Entries shown -
+===+
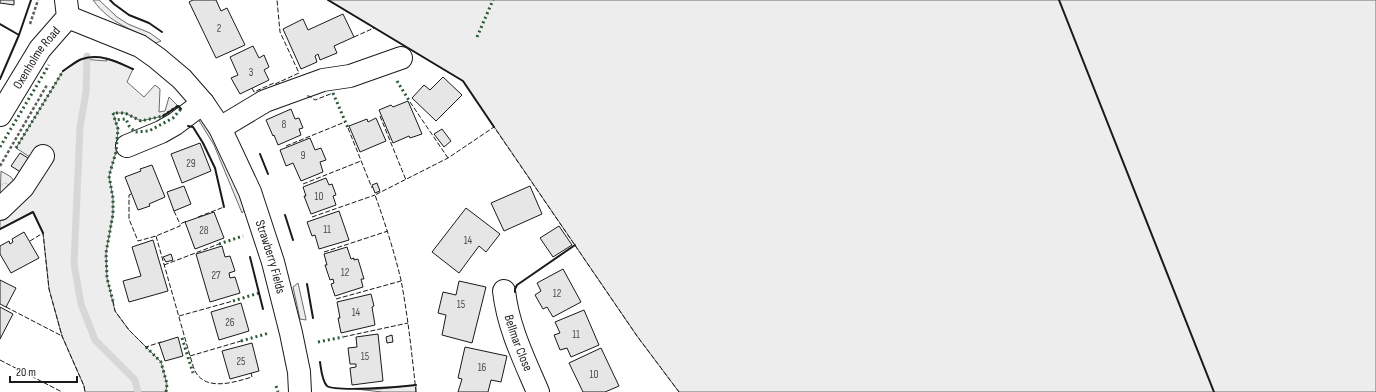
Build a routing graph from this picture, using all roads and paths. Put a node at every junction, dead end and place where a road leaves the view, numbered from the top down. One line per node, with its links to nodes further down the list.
1 (38, 0): 3 (path)
2 (67, 9): 6 (street, Strawberry Fields); 7 (street, Oxenholme Road)
3 (29, 28)
4 (401, 58): 8 (street)
5 (50, 79): 11 (path)
6 (203, 103): 8 (street, Strawberry Fields); 9 (street)
7 (0, 115)
8 (220, 128): 14 (street, Strawberry Fields)
9 (127, 146)
10 (43, 156): 12 (street)
11 (0, 166)
12 (0, 209)
13 (504, 291): 15 (street, Bellmar Close)
14 (300, 392)
15 (538, 392)

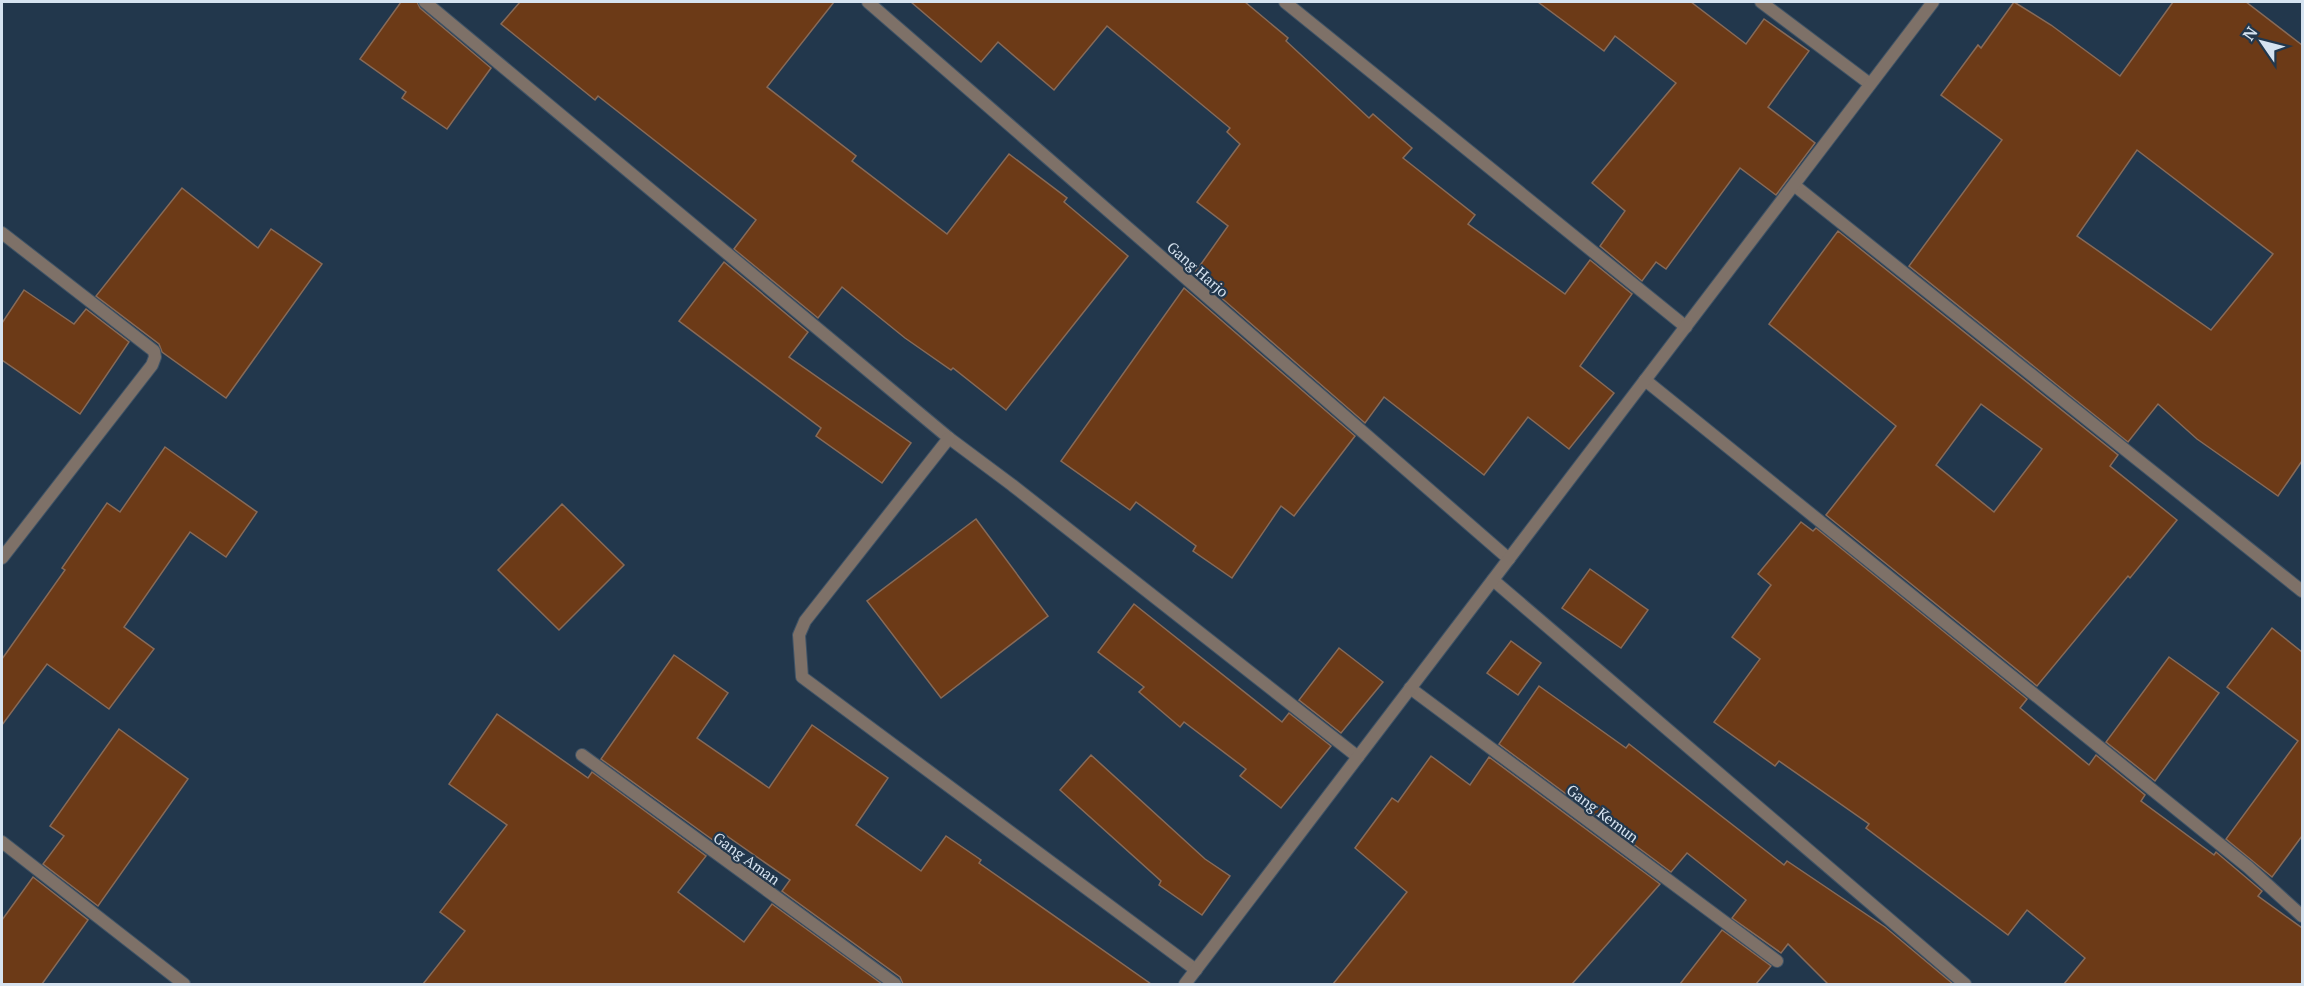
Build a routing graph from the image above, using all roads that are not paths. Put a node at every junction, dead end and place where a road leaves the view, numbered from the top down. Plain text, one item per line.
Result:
1 (425, 2) edge
2 (868, 2) edge
3 (1285, 2) edge
4 (1761, 2) edge
5 (1933, 2) edge
6 (1870, 84) junction
7 (1794, 184) junction
8 (2, 233) edge
9 (1686, 327) junction
10 (1645, 380) junction
11 (949, 438) junction
12 (2, 558) edge
13 (1509, 559) junction
14 (1493, 580) junction
15 (2302, 591) edge
16 (1410, 688) junction
17 (582, 755) dead end
18 (1358, 757) junction
19 (2, 842) edge
20 (2302, 916) edge
21 (1777, 961) dead end
22 (1196, 970) junction
23 (184, 984) edge
24 (895, 984) edge
25 (1185, 984) edge
26 (1965, 984) edge

1 - 11 street
2 - 13 street, Gang Harjo
3 - 9 street
4 - 6 street
5 - 6 street
6 - 7 street
7 - 9 street
7 - 15 street
8 - 12 street
9 - 10 street
10 - 13 street
10 - 20 street
11 - 18 street
11 - 22 street
13 - 14 street
14 - 16 street
14 - 26 street
16 - 18 street
16 - 21 street, Gang Kemun
17 - 24 street, Gang Aman
18 - 22 street
19 - 23 street
22 - 25 street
+===+
What the task requires -
Output the records above character for character, but leave each image out.

Response -
Build a routing graph from this picture, using all roads and paths. Put a node at every junction, dead end and place where a road leaves the view, numbered from the top down. One line per node, with its links to nodes further down the list.
1 (38, 0): 3 (path)
2 (67, 9): 6 (street, Strawberry Fields); 7 (street, Oxenholme Road)
3 (29, 28)
4 (401, 58): 8 (street)
5 (50, 79): 11 (path)
6 (203, 103): 8 (street, Strawberry Fields); 9 (street)
7 (0, 115)
8 (220, 128): 14 (street, Strawberry Fields)
9 (127, 146)
10 (43, 156): 12 (street)
11 (0, 166)
12 (0, 209)
13 (504, 291): 15 (street, Bellmar Close)
14 (300, 392)
15 (538, 392)

Build a routing graph from the image above, using all roads that are not paths. Put a node at every junction, dead end and place where a road leaves the view, numbered from the top down. Plain text, one item per line.
Result:
1 (425, 2) edge
2 (868, 2) edge
3 (1285, 2) edge
4 (1761, 2) edge
5 (1933, 2) edge
6 (1870, 84) junction
7 (1794, 184) junction
8 (2, 233) edge
9 (1686, 327) junction
10 (1645, 380) junction
11 (949, 438) junction
12 (2, 558) edge
13 (1509, 559) junction
14 (1493, 580) junction
15 (2302, 591) edge
16 (1410, 688) junction
17 (582, 755) dead end
18 (1358, 757) junction
19 (2, 842) edge
20 (2302, 916) edge
21 (1777, 961) dead end
22 (1196, 970) junction
23 (184, 984) edge
24 (895, 984) edge
25 (1185, 984) edge
26 (1965, 984) edge

1 - 11 street
2 - 13 street, Gang Harjo
3 - 9 street
4 - 6 street
5 - 6 street
6 - 7 street
7 - 9 street
7 - 15 street
8 - 12 street
9 - 10 street
10 - 13 street
10 - 20 street
11 - 18 street
11 - 22 street
13 - 14 street
14 - 16 street
14 - 26 street
16 - 18 street
16 - 21 street, Gang Kemun
17 - 24 street, Gang Aman
18 - 22 street
19 - 23 street
22 - 25 street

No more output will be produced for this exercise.